UnB Agência – Mesmo com esta política econômica?

Ricupero – Desde que haja uma continuação na baixa dos juros, estímulos à economia na busca pela retomada do crescimento e, sobretudo, que haja câmbio.

UnB Agência – O cenário não é dos melhores. Estudos de organismos internacionais mostram que a economia da América Latina – e do Brasil em especial – crescerá menos que a média da economia mundial.

Ricupero – A maior parte dos países que está crescendo pouco são os que têm uma situação semelhante a nossa. É possível o Brasil crescer se continuar neste caminho: flexibilizar o câmbio e acentuar os investimentos.

UnB Agência – Faz dez anos que a agenda do país está totalmente dedicada a assuntos econômicos. O senhor vê alguma chance dessa agenda abrir espaço para a questão do social?

Ricupero – Quando eu era ministro (Fazenda) disse muitas vezes, quase até cansar as pessoas, que a estabilidade era apenas o começo e que não se poderia esperar que a estabilidade estivesse consolidada para fazer as outras coisas. Na época, declarava-se que era necessário prestar atenção às questões sociais ao mesmo tempo em que cuidávamos da economia.

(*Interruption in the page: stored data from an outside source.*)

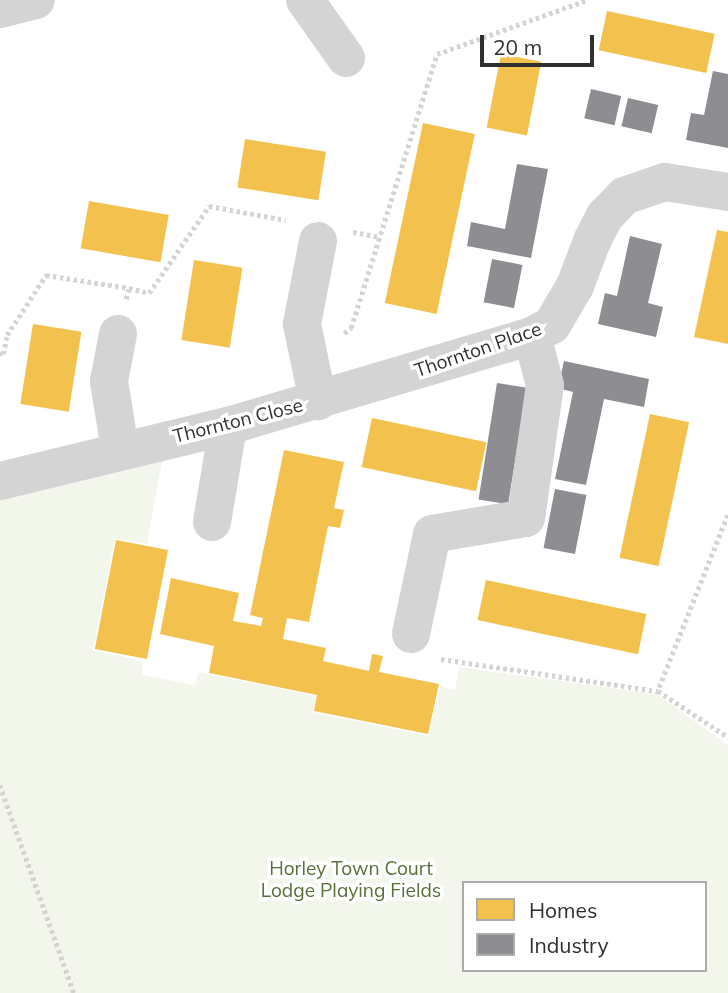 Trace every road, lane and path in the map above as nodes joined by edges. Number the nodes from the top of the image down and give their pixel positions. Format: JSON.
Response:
{"nodes":[{"id":1,"x":29,"y":0,"type":"edge"},
{"id":2,"x":36,"y":0,"type":"edge"},
{"id":3,"x":304,"y":0,"type":"edge"},
{"id":4,"x":587,"y":0,"type":"edge"},
{"id":5,"x":0,"y":9,"type":"edge"},
{"id":6,"x":346,"y":58,"type":"dead end"},
{"id":7,"x":728,"y":192,"type":"edge"},
{"id":8,"x":319,"y":231,"type":"junction"},
{"id":9,"x":380,"y":237,"type":"junction"},
{"id":10,"x":129,"y":288,"type":"junction"},
{"id":11,"x":118,"y":334,"type":"joint"},
{"id":12,"x":532,"y":336,"type":"junction"},
{"id":13,"x":0,"y":354,"type":"edge"},
{"id":14,"x":309,"y":357,"type":"junction"},
{"id":15,"x":318,"y":401,"type":"junction"},
{"id":16,"x":228,"y":426,"type":"junction"},
{"id":17,"x":121,"y":450,"type":"junction"},
{"id":18,"x":0,"y":481,"type":"edge"},
{"id":19,"x":728,"y":515,"type":"edge"},
{"id":20,"x":212,"y":522,"type":"dead end"},
{"id":21,"x":411,"y":634,"type":"joint"},
{"id":22,"x":658,"y":691,"type":"junction"},
{"id":23,"x":728,"y":737,"type":"edge"},
{"id":24,"x":0,"y":785,"type":"edge"},
{"id":25,"x":75,"y":993,"type":"edge"}],
"edges":[{"from":1,"to":2,"type":"street"},
{"from":1,"to":5,"type":"street"},
{"from":3,"to":6,"type":"street"},
{"from":4,"to":9,"type":"path"},
{"from":7,"to":12,"type":"street","name":"Thornton Place"},
{"from":8,"to":9,"type":"path"},
{"from":8,"to":10,"type":"path"},
{"from":8,"to":14,"type":"street","name":"Thornton Close"},
{"from":9,"to":14,"type":"path"},
{"from":10,"to":11,"type":"path"},
{"from":10,"to":13,"type":"path"},
{"from":11,"to":17,"type":"street"},
{"from":12,"to":15,"type":"street","name":"Thornton Place"},
{"from":12,"to":21,"type":"street"},
{"from":14,"to":15,"type":"street","name":"Thornton Close"},
{"from":15,"to":16,"type":"street","name":"Thornton Close"},
{"from":16,"to":17,"type":"street","name":"Thornton Close"},
{"from":16,"to":20,"type":"street"},
{"from":17,"to":18,"type":"street","name":"Thornton Close"},
{"from":19,"to":22,"type":"path"},
{"from":21,"to":22,"type":"path"},
{"from":22,"to":23,"type":"path"},
{"from":24,"to":25,"type":"path"}]}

UnB Agência - Em contrapartida, o Brasil se destaca em nível mundial como um grande combatente da fome. Hoje, no mundo, 850 milhões passam fome. Como combater este mal e de que modo outros países observam esta posição brasileira?

Ricupero - O problema da fome no mundo é muito grave. Cito o caso da Etiópia, onde, em poucos dias, chegam a morrer mais de 300 mil pessoas. A perspectiva de solução depende de um esforço internacional muito grande. No Brasil, teoricamente, o problema é mais simples porque não é a Etiópia e possui uma grande produção de alimentos. O problema é distribuição. Aqui, a solução está ligada ao desenvolvimento.

UnB Agência – O terrorismo é o grande obstáculo ao desenvolvimento do mundo?

Ricupero – É no sentido de que ele pode criar uma situação em que a agenda fique limitada a ele. Para nós, brasileiros, não chega a ser uma ameaça, mas podemos ser vítimas indiretas. Hoje em dia, ninguém está dando muita importância aos programas de desenvolvimento, sistemas financeiros mais justos, porque toda a prioridade está voltada para a guerra contra o terror. É preciso evitar que a agenda se transforme em algo unidimensional, uma agenda de um ou dois países.

UnB Agência – O sentimento antiamericano tomou novas formas a partir do 11 de Setembro e da reação dos EUA?

Ricupero – Não diria tanto sentimento antiamericano. O cidadão daquele país foi muito trabalhado pela mídia e pelo governo. Esta é uma política do governo. Tenho esperança que com o debate eleitoral haja alguma evolução.

UnB Agência – Hoje, os EUA pensariam duas vezes antes de invadir o Iraque?

Ricupero – Sim. O que eles estão experimentando lá mostrou que as coisas são mais complicadas do que imaginavam os especialistas que pensavam que tudo se resolvia por meio da força.

UnB Agência – O Brasil debate a adoção de cotas raciais como instrumento de política afirmativa. Qual a sua opinião?

Ricupero – De maneira geral, sou favorável ao uso da ação afirmativa para promover, sobretudo, os afro-brasileiros que são as vítimas da escravidão. Agora, é muito importante que isso seja muito bem desenhado, com uma boa engenharia, para não acabar provocando distorções. Para mim, a melhor ação afirmativa seria uma fórmula ampliada do programa Bolsa-Escola: escolher famílias, sobretudo, dessas minorias e financiar os estudos até a Universidade. O melhor sistema é via educação, criar oportunidades. Mas, não sou perito nisso. Não sei bem como construir isso de modo a evitar distorções. Só para se ter uma idéia, há 100 anos, no RJ, moravam Machado de Assis, Lima Barreto e Cruz e Souza. Hoje em dia, não há dois mulatos e um negro que sejam três figuras ímpares dominantes da literatura brasileira. E, nesses 100 anos, o país cresceu e houve também expansão da educação, sinal de que, pelo decurso do tempo, não se resolve o problema.